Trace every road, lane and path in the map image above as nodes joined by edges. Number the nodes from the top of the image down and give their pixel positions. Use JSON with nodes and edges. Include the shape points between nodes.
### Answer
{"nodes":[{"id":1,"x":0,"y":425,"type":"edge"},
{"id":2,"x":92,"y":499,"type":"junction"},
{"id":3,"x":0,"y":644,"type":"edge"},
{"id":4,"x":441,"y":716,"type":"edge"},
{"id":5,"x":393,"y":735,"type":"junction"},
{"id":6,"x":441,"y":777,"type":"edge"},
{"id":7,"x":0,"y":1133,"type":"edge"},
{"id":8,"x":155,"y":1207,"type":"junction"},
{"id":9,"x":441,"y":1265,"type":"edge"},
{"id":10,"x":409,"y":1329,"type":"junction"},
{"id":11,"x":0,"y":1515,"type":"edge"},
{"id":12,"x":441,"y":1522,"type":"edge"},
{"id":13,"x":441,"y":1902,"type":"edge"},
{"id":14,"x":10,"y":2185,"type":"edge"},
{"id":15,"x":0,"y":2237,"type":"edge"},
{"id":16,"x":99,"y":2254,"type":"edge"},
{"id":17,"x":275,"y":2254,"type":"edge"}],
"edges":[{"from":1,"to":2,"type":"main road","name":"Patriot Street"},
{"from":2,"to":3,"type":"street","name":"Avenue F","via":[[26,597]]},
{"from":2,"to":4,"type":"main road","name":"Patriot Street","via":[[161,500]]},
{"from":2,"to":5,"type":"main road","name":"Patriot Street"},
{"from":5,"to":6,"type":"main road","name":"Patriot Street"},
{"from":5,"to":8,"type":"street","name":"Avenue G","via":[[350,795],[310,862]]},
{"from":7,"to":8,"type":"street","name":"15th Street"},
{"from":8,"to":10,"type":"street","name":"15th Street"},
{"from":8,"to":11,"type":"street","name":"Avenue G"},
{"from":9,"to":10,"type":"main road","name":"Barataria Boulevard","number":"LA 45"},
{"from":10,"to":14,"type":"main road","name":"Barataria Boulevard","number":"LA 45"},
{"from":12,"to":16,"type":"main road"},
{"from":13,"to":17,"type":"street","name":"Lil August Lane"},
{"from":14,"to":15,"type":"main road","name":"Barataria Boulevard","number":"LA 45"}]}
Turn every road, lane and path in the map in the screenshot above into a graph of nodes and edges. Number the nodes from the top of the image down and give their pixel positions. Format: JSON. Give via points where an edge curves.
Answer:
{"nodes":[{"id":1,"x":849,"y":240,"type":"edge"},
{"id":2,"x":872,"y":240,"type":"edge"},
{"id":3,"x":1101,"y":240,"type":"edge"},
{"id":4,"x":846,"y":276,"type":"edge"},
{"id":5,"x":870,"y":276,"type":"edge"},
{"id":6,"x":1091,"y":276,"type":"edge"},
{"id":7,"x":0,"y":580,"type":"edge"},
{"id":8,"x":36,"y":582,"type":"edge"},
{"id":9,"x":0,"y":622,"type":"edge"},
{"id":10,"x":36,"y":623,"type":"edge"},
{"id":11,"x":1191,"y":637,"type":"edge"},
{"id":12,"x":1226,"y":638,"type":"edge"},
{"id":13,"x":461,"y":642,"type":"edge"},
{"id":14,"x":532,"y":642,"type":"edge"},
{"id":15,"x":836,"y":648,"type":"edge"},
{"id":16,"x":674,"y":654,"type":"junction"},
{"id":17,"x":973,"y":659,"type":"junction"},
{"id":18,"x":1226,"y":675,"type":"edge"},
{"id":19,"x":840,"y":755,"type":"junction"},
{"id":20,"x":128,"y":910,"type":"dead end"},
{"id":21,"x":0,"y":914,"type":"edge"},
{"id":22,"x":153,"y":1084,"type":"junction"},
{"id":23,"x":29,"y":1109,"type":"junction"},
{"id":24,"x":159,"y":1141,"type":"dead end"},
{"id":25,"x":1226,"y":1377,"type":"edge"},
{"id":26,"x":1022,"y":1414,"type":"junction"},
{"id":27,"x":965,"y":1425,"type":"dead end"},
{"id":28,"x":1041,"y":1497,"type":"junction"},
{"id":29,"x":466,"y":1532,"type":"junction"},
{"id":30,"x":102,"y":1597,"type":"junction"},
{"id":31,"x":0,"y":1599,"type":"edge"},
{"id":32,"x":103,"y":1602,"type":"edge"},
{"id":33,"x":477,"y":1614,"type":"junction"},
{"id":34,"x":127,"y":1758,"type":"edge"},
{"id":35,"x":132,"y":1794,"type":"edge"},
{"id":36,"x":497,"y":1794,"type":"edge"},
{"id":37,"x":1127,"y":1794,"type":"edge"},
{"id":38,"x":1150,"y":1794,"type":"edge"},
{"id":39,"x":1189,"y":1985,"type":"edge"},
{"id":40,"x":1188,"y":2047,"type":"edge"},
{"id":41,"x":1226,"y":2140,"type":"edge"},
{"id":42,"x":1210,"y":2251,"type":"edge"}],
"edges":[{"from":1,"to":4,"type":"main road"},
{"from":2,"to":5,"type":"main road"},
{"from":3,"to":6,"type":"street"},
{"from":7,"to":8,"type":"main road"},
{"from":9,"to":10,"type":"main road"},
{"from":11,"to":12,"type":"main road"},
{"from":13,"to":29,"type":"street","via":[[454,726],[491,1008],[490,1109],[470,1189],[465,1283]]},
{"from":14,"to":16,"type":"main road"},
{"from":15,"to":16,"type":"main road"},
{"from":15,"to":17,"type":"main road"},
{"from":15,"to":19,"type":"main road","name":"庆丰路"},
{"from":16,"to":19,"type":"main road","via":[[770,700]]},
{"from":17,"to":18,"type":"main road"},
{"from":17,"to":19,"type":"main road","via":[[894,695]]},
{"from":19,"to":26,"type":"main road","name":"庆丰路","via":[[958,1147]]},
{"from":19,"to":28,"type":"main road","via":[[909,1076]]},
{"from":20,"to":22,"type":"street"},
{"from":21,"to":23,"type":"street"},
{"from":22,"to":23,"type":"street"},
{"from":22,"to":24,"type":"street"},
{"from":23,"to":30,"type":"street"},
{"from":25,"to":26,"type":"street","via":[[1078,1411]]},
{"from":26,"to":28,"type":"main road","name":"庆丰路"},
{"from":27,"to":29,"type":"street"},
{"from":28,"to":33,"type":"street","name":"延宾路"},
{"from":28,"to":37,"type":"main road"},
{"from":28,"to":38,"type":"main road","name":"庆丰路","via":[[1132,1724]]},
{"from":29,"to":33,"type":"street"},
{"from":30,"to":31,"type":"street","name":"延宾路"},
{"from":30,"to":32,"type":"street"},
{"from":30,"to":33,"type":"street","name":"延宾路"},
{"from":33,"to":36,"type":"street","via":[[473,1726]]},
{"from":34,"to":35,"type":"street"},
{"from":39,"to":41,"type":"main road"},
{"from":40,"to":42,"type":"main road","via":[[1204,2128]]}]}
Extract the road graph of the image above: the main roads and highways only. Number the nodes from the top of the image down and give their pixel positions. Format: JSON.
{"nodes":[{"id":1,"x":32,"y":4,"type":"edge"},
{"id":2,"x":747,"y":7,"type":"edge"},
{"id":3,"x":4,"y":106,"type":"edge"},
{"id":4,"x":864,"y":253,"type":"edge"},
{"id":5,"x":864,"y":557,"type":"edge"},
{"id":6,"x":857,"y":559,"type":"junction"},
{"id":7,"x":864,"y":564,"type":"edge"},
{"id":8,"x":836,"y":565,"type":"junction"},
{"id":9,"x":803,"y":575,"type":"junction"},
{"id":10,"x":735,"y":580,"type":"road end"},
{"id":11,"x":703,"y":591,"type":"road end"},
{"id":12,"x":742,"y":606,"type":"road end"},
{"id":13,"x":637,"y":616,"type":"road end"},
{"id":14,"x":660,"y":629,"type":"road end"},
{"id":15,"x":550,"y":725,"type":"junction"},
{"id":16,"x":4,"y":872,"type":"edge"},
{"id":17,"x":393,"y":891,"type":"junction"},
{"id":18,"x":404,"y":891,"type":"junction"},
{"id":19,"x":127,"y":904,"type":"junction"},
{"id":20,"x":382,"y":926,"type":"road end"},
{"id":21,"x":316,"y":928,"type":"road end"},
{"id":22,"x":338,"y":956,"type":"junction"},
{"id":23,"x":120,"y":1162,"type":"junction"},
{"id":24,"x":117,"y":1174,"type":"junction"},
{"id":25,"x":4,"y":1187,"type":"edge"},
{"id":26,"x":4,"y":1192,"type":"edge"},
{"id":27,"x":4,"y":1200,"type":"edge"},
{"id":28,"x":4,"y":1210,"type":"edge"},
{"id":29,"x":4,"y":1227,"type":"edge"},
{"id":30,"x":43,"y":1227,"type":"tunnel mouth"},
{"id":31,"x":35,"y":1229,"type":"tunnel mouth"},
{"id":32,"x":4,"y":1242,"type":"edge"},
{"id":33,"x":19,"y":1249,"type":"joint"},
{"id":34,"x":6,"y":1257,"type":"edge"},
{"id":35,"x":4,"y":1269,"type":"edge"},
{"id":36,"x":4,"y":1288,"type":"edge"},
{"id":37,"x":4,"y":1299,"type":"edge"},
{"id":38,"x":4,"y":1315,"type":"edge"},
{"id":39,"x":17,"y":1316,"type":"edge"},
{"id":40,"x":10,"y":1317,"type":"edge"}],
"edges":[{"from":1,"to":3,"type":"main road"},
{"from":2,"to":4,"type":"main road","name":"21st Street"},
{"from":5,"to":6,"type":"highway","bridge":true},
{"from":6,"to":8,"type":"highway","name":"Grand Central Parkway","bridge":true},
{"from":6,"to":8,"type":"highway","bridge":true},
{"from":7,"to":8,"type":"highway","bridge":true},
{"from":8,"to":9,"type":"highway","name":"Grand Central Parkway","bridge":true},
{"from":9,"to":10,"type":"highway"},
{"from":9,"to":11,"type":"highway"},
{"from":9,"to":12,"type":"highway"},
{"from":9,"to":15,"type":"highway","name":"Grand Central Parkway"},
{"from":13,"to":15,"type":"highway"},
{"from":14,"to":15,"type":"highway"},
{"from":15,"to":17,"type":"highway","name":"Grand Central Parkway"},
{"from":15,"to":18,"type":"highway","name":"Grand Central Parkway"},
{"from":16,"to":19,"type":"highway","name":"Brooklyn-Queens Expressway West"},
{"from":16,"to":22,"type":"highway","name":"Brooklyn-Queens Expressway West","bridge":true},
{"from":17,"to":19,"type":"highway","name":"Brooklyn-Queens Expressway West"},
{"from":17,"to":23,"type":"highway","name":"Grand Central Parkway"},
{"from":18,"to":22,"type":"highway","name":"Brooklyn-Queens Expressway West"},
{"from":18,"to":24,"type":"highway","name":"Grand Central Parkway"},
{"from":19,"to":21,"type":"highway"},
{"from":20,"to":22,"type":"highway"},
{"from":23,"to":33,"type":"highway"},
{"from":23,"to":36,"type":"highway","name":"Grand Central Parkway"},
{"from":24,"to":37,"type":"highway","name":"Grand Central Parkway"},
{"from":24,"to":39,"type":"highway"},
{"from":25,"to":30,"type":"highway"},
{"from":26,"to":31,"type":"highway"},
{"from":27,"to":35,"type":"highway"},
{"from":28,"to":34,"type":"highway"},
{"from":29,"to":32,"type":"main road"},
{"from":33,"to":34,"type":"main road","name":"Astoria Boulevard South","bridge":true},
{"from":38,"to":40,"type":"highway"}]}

Directions: Go through the data and copy every line that includes "mouth".

Solved exercise:
{"id":30,"x":43,"y":1227,"type":"tunnel mouth"},
{"id":31,"x":35,"y":1229,"type":"tunnel mouth"},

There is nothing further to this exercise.